166. In the present case, objection filed before Prescribed Authority did say nothing in respect to nature of possession etc. and in the counter-affidavit filed before this Court, it is a clear case of respondent No. 4 that possession was with permission and mercy of erstwhile owner, That being so, by no stretch of imagination, it can be said to be an adverse possession. However, at this stage, I need not record any final opinion on this issue since, in my view, respondents No. 2 and 1 could not have gone into the question of title by recognizing plea of adverse possession in favour of respondent No. 3, since there was no proper pleading etc., and also the fact that respondents No. 1 and 2, in summary jurisdiction, could not have clothen themselves with the power to decide title, the impugned orders are unsustainable and liable to be set aside to the extent title of respondent No. 3 has been recognized and thereby respondent No. 2 has held application filed by petitioner as not maintainable under Act, 1972.
167. However, since a serious and bona fide dispute of tile has been raised, applications of petitioner in summary proceedings for eviction of respondents No. 3 and 4 also cannot be allowed to be maintained and also deserve to be rejected. It shall, however, be open to the petitioner to avail such remedy as available in common law and as advised to them.
168. The dates of orders, area of disputed property etc. though is different in all other connected writ petitions but issues are common and discussion made above apply to the orders impugned in all the connected writ petitions le. Writ Petitions (M/S) No. 6606 of 1990, 6607 of 1990, 6609 of 1990 and 6614 of 1990. Therefore all the reasons, observations and directions, discussed above, shall equally be applicable to these connected petitions also.

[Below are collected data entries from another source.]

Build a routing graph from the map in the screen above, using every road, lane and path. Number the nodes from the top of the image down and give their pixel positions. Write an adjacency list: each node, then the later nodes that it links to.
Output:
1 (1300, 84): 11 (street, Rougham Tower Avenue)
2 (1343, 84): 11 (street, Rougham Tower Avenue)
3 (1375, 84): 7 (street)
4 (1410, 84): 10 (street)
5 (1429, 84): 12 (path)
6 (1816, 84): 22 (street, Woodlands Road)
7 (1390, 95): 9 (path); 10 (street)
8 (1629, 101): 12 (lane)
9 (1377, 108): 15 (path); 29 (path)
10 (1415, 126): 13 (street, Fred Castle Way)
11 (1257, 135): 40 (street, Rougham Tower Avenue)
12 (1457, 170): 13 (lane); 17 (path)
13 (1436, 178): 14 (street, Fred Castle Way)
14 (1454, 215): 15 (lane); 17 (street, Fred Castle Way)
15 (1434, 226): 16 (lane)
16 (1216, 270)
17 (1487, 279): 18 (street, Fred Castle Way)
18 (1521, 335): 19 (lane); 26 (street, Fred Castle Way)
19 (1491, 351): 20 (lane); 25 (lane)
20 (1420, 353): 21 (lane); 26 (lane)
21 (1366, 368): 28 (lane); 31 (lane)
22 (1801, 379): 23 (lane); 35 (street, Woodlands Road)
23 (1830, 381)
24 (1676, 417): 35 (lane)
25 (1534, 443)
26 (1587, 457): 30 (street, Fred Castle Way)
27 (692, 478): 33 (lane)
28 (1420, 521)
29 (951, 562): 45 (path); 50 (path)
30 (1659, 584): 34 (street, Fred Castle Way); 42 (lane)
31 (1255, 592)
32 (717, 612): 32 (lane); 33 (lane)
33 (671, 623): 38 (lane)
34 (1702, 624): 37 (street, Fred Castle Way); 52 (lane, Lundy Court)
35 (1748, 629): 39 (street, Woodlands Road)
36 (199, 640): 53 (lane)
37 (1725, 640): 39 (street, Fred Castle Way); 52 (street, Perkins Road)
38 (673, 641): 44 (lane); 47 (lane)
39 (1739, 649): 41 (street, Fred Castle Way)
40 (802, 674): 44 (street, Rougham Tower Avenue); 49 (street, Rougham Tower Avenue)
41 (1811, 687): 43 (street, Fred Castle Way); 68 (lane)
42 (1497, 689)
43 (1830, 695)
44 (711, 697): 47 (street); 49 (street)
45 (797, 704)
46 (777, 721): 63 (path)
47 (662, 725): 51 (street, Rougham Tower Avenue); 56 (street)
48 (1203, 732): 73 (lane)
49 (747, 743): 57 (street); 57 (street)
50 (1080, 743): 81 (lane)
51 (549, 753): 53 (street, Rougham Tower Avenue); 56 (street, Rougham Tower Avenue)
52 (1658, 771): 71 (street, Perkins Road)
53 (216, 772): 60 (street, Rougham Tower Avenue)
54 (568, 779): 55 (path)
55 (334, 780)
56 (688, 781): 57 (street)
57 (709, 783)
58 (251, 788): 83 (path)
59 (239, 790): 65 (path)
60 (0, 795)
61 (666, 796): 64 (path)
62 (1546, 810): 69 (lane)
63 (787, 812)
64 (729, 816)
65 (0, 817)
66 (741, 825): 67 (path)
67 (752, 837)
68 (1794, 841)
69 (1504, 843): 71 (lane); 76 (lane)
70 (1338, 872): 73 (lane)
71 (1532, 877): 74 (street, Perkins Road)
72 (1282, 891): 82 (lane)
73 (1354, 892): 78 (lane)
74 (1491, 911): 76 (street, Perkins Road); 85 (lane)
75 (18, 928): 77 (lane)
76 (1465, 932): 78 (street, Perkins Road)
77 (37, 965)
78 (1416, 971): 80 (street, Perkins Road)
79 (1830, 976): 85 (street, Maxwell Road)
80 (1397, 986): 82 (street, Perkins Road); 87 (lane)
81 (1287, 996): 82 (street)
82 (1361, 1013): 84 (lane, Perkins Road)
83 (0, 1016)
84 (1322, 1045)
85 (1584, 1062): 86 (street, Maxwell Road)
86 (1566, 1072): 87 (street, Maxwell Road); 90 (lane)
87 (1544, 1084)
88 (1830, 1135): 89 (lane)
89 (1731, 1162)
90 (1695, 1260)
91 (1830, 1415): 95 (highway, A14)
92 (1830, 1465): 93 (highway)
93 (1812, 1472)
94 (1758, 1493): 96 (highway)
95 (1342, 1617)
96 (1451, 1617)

169. In view of the above, with the aforesaid direction and manner, above writ petitions are allowed. The impugned orders dated 18th January, 1983 and 10th May, 1989, (Annexures 3 and 5 to Writ Petition (M/S) No. 6612 of 1990), 18th October, 1982 and 10th May, 1989 (Annexures 3 and 5 to Writ Petition (M/S) No. 6606 of 1990), 18th January, 1983 and 10th May, 1989 (Annexures 3 and 5 to Writ Petition (M/S) No. 6607 of 1990), 19th January, 1983 and 10th May, 1989 (Annexures 3 and 5 to Writ Petition (M/S) No. 6609 of 1990) and 15th January, 1983 and 10th May, 1989 (Annexures 3 and 5 to Writ Petition (M/S) No. 6614 of 1990), in the manner as directed above, are set aside, i.e. to the extent they have conferred title on the private respondents. However, the orders in so far as they dismiss applications of petitioners filed under Section 4 of Act, 1971 are sustained. There shall, however, no order as to costs.